Site information
- Type: Royal Air Force airfield
- Owner: Air Ministry
- Operator: Royal Air Force
- Controlled by: RAF Army Cooperation Command

Location
- RAF Westley Shown within Suffolk
- Coordinates: 52°14′55″N 000°40′55″E﻿ / ﻿52.24861°N 0.68194°E

Site history
- Built: 1938
- In use: 1938-1946

Airfield information
- Elevation: 60 metres (197 ft) AMSL
Runways
| Direction | Length and surface |
| 00/00 | Grass |

= RAF Westley =

Former Royal Air Force airfield

RAF Westley is a former Royal Air Force satellite airfield located to the west of Bury St Edmunds, Suffolk, England, between 1938 and 1946. It was established by the Straight Corporation which set up the West Suffolk Aero Club in May 1938, before the airfield was taken over by the RAF Volunteer Reserve.

==History==

In 1942 No. 652 AOP Squadron moved in to provide training, using de Havilland Tiger Moths and Taylorcraft Austers.
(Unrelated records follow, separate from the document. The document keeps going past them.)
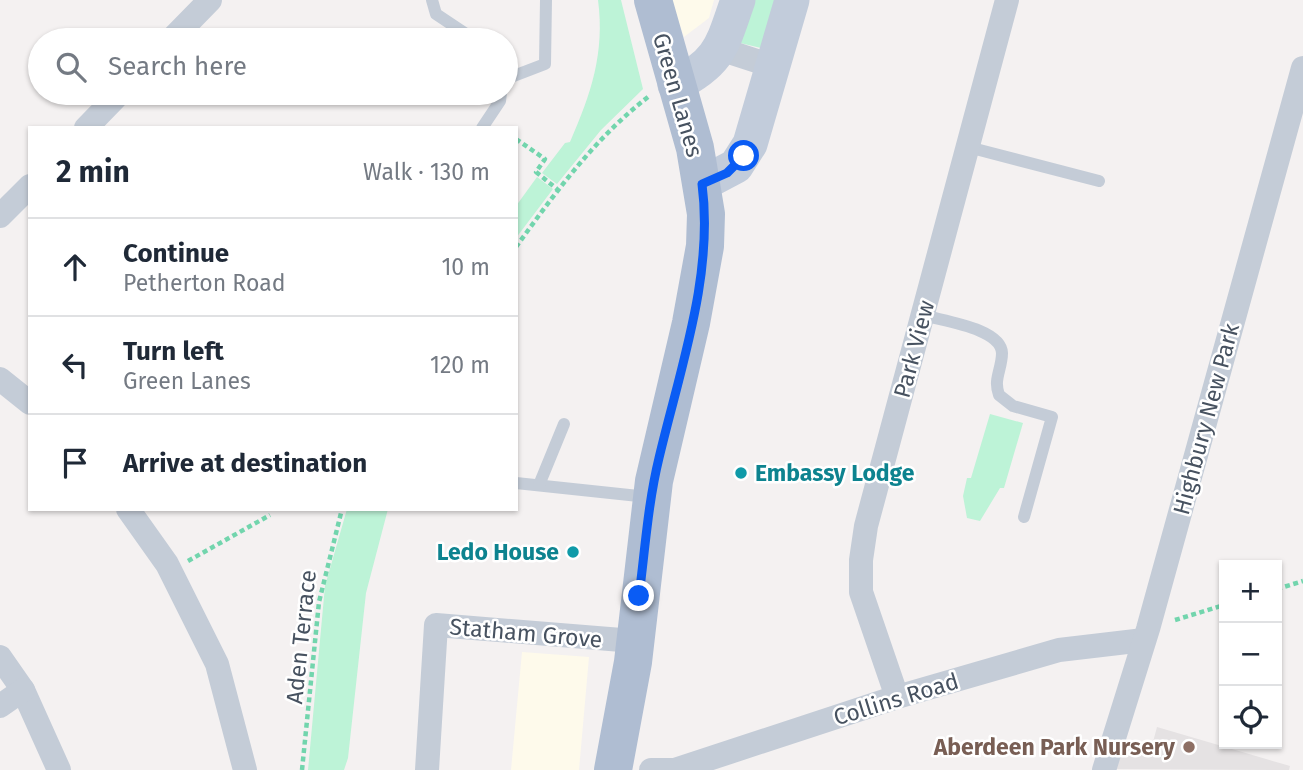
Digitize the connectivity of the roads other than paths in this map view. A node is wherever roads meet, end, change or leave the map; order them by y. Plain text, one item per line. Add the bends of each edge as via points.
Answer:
1 (210, 0) edge
2 (432, 0) edge
3 (546, 0) edge
4 (653, 0) edge
5 (738, 0) edge
6 (792, 0) edge
7 (1007, 0) edge
8 (183, 28) edge
9 (457, 28) edge
10 (720, 49) junction
11 (772, 66) junction
12 (1303, 68) edge
13 (518, 75) edge
14 (662, 91) junction
15 (108, 105) edge
16 (497, 105) edge
17 (88, 126) edge
18 (483, 126) edge
19 (968, 147) junction
20 (1099, 181) dead end
21 (702, 184) junction
22 (28, 188) edge
23 (0, 216) edge
24 (923, 315) junction
25 (0, 379) edge
26 (28, 402) edge
27 (564, 424) dead end
28 (518, 483) edge
29 (539, 485) junction
30 (651, 497) junction
31 (129, 511) edge
32 (1024, 517) dead end
33 (1146, 634) junction
34 (634, 641) junction
35 (0, 657) edge
36 (23, 690) junction
37 (897, 697) junction
38 (0, 706) edge
39 (707, 765) edge
40 (59, 770) edge
41 (245, 770) edge
42 (427, 770) edge
43 (613, 770) edge
44 (651, 770) edge
45 (1104, 770) edge

1 - 8 street
2 - 9 lane via 436,14
3 - 13 lane via 545,65
4 - 14 main road, Green Lanes
5 - 10 street
6 - 11 street
7 - 19 street, Park View
10 - 11 street
10 - 14 street via 701,71
11 - 21 street via 744,156 727,173
12 - 33 street, Highbury New Park
14 - 21 main road, Green Lanes
15 - 17 street
16 - 18 lane
19 - 20 lane
19 - 24 street, Park View
21 - 30 main road, Green Lanes via 705,246
22 - 23 street
24 - 32 lane via 996,339 1002,354 995,381 999,396 1052,417
24 - 37 street, Park View via 861,560 861,592
25 - 26 street
27 - 29 lane
28 - 29 lane
29 - 30 lane
30 - 34 main road, Green Lanes
31 - 41 street via 171,570 217,664
33 - 37 street, Collins Road via 1059,650
33 - 45 street, Highbury New Park
34 - 42 street, Statham Grove via 436,625
34 - 43 main road, Green Lanes
35 - 36 street
36 - 38 street
36 - 40 street
37 - 39 street, Collins Road
39 - 44 street, Collins Road

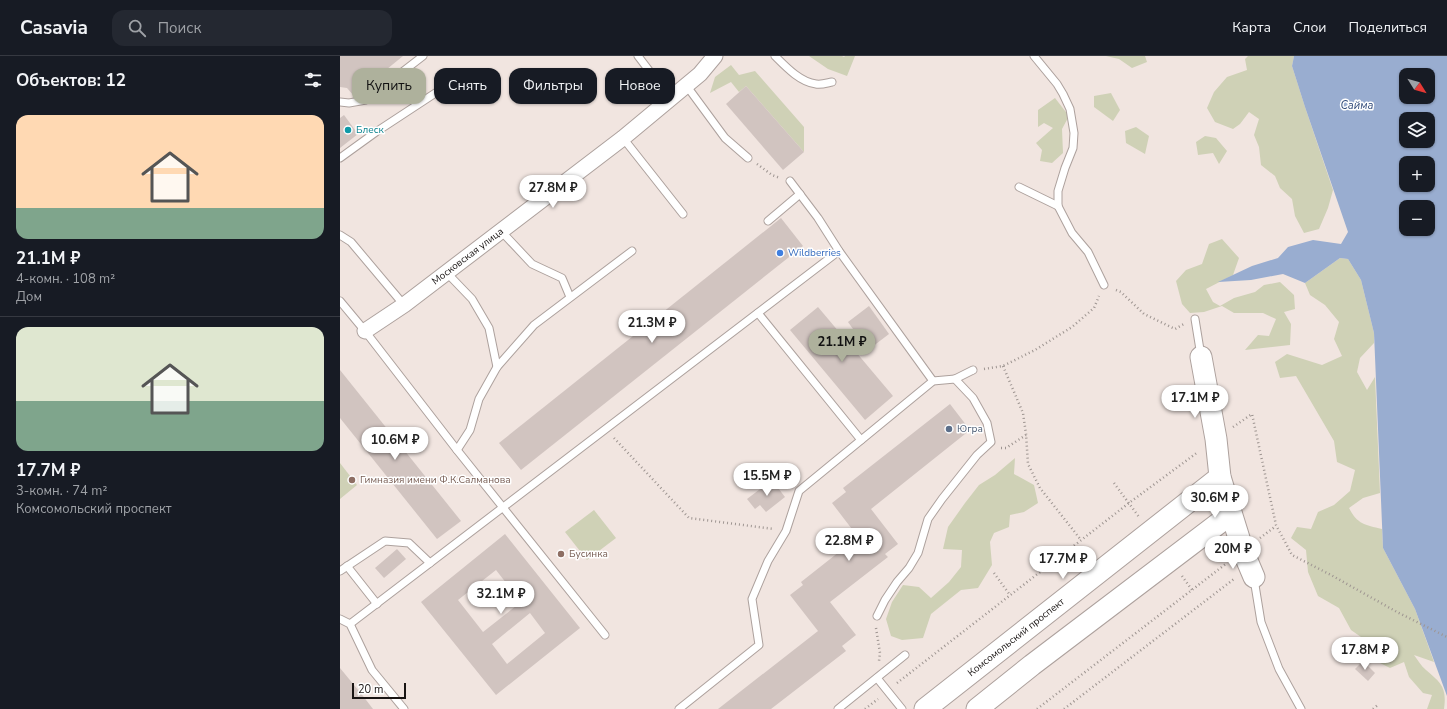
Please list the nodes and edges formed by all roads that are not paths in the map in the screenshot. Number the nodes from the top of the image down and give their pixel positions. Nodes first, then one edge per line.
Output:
1 (423, 56) edge
2 (638, 56) edge
3 (715, 56) edge
4 (775, 56) edge
5 (1034, 56) edge
6 (647, 68) edge
7 (832, 82) dead end
8 (686, 85) junction
9 (434, 94) edge
10 (675, 94) edge
11 (340, 102) edge
12 (663, 104) edge
13 (623, 138) junction
14 (340, 158) edge
15 (748, 158) road end
16 (790, 181) road end
17 (1019, 187) dead end
18 (800, 194) junction
19 (1058, 206) junction
20 (683, 214) dead end
21 (768, 221) dead end
22 (501, 231) junction
23 (340, 235) edge
24 (632, 251) dead end
25 (839, 251) junction
26 (447, 272) junction
27 (1104, 285) road end
28 (570, 297) junction
29 (340, 301) edge
30 (404, 305) junction
31 (758, 313) junction
32 (1195, 319) road end
33 (365, 331) junction
34 (1201, 357) joint
35 (497, 367) junction
36 (973, 370) road end
37 (955, 379) junction
38 (933, 381) junction
39 (861, 440) junction
40 (457, 450) junction
41 (1220, 476) junction
42 (503, 507) junction
43 (1231, 514) junction
44 (430, 563) junction
45 (1249, 565) joint
46 (347, 566) junction
47 (340, 570) edge
48 (377, 604) junction
49 (877, 616) road end
50 (340, 619) edge
51 (350, 624) junction
52 (605, 635) dead end
53 (905, 655) dead end
54 (877, 678) junction
55 (404, 709) edge
56 (679, 709) edge
57 (838, 709) edge
58 (902, 709) edge
59 (925, 709) edge
60 (978, 709) edge
61 (1302, 709) edge

1 - 11 lane
2 - 6 lane
3 - 8 street, Московская улица
4 - 7 lane
5 - 19 lane
8 - 10 street, Московская улица
8 - 15 lane
9 - 14 lane
12 - 13 street, Московская улица
13 - 20 lane
13 - 22 street, Московская улица
16 - 18 lane
17 - 19 lane
18 - 21 lane
18 - 25 lane
19 - 27 lane
22 - 26 street, Московская улица
22 - 28 lane
23 - 30 lane
24 - 28 lane
25 - 31 lane
25 - 38 lane
26 - 30 street, Московская улица
26 - 35 lane
28 - 35 lane
29 - 33 lane
30 - 33 street, Московская улица
31 - 39 lane
31 - 42 lane
32 - 34 lane
33 - 40 lane
34 - 41 street
35 - 40 lane
36 - 37 lane
37 - 38 lane
37 - 49 lane
38 - 39 lane
39 - 56 lane
40 - 42 lane
41 - 43 street
41 - 59 street, Комсомольский проспект
42 - 44 lane
42 - 52 lane
43 - 45 street
43 - 60 street
44 - 46 lane
44 - 48 lane
45 - 61 lane
46 - 47 lane
46 - 48 lane
48 - 51 lane
50 - 51 lane
51 - 55 lane
53 - 54 lane
54 - 57 lane
54 - 58 lane

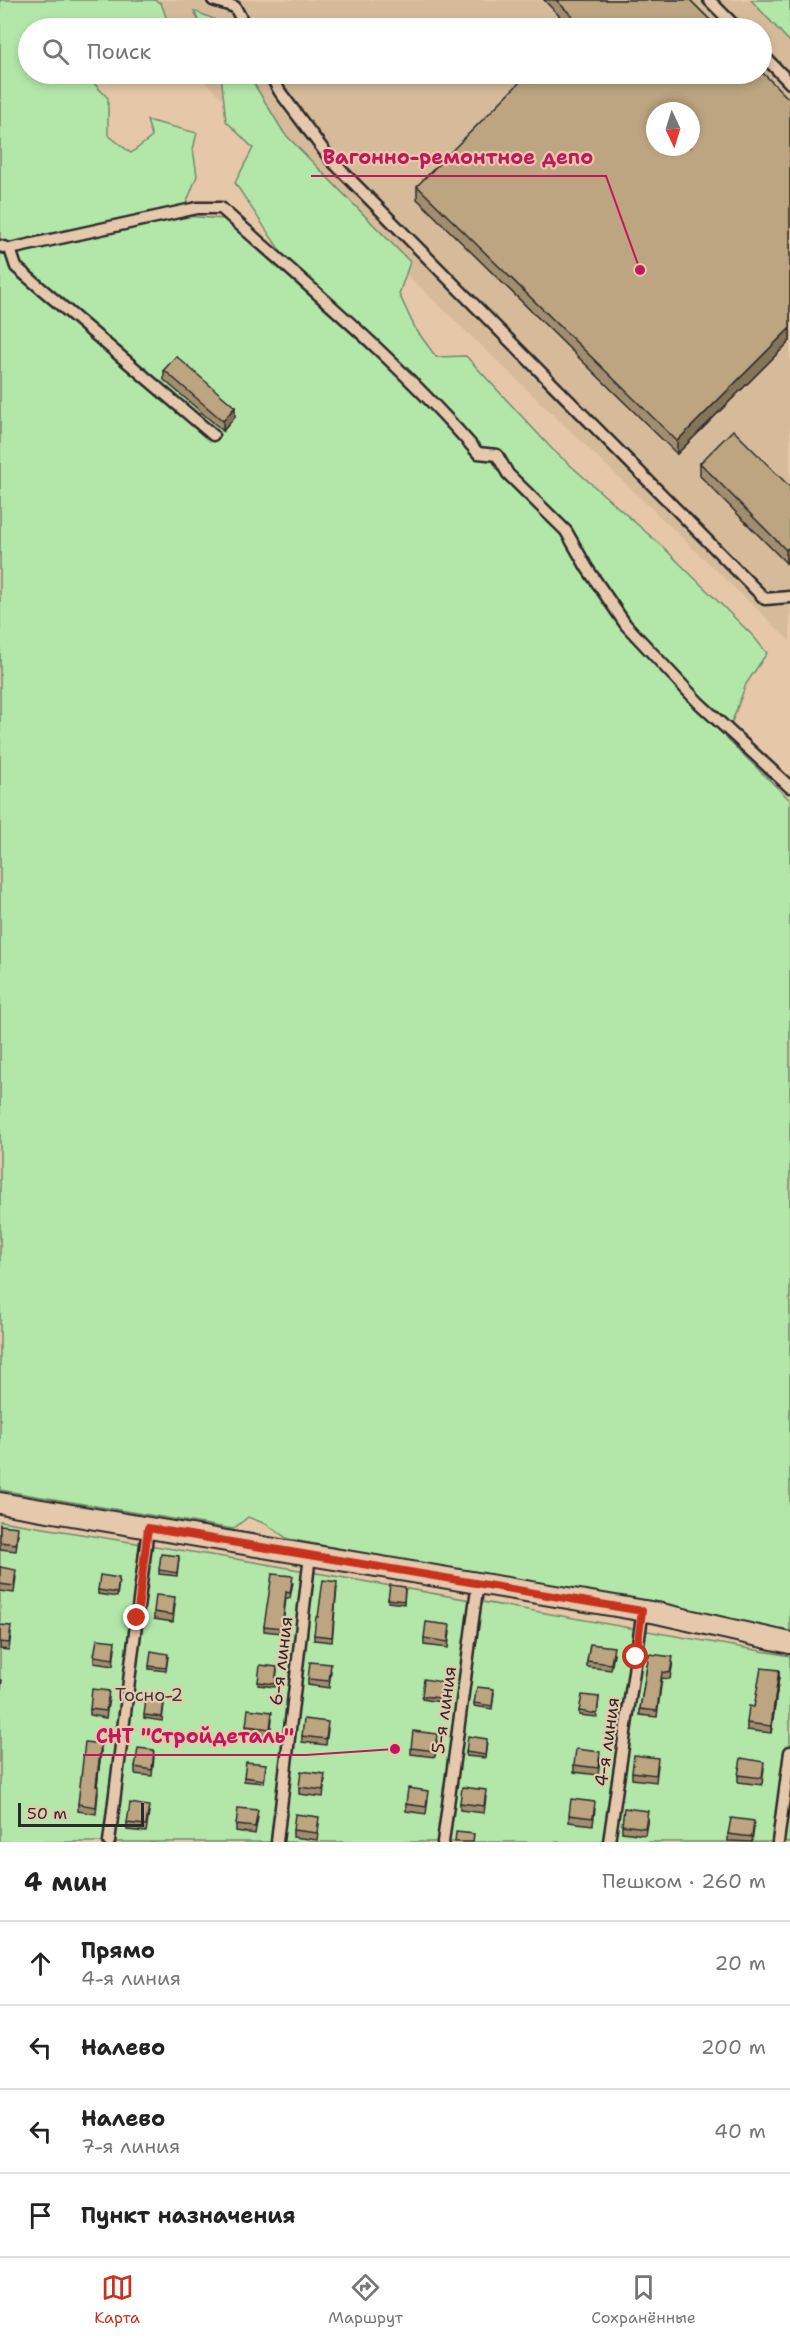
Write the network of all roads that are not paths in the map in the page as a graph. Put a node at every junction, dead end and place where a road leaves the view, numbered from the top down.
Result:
1 (213, 0) edge
2 (709, 0) edge
3 (241, 18) edge
4 (726, 18) edge
5 (772, 64) edge
6 (790, 83) edge
7 (276, 84) edge
8 (5, 248) edge
9 (213, 435) dead end
10 (790, 597) edge
11 (790, 787) edge
12 (0, 1503) edge
13 (148, 1528) junction
14 (310, 1555) junction
15 (478, 1582) junction
16 (642, 1611) junction
17 (790, 1643) edge
18 (790, 1752) edge
19 (109, 1842) edge
20 (277, 1842) edge
21 (443, 1842) edge
22 (609, 1842) edge
23 (777, 1842) edge

1 - 3 lane
2 - 4 lane
5 - 6 lane
7 - 10 lane
8 - 9 lane
8 - 11 lane
12 - 13 street
13 - 14 street
13 - 19 lane
14 - 15 street
14 - 20 lane, 6-я линия
15 - 16 street
15 - 21 lane, 5-я линия
16 - 17 street
16 - 22 lane, 4-я линия
18 - 23 lane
This continued until 1943.

The following units were also here at some point:
- No. 241 Squadron RAF (April - July 1941)
- No. 268 Squadron RAF (September 1940 - April 1941
- No. 656 Squadron RAF (December 1942 - March 1943)
- No. 657 Squadron RAF (May - June 1943)
- No. 662 Squadron RAF (February - June 1944)
- No. 103 Gliding School RAF (October 1943 - April 1944 & June - December 1946)

==Current use==

By 1946 the airfield closed and is now the site of the Westley suburb of Bury St Edmunds.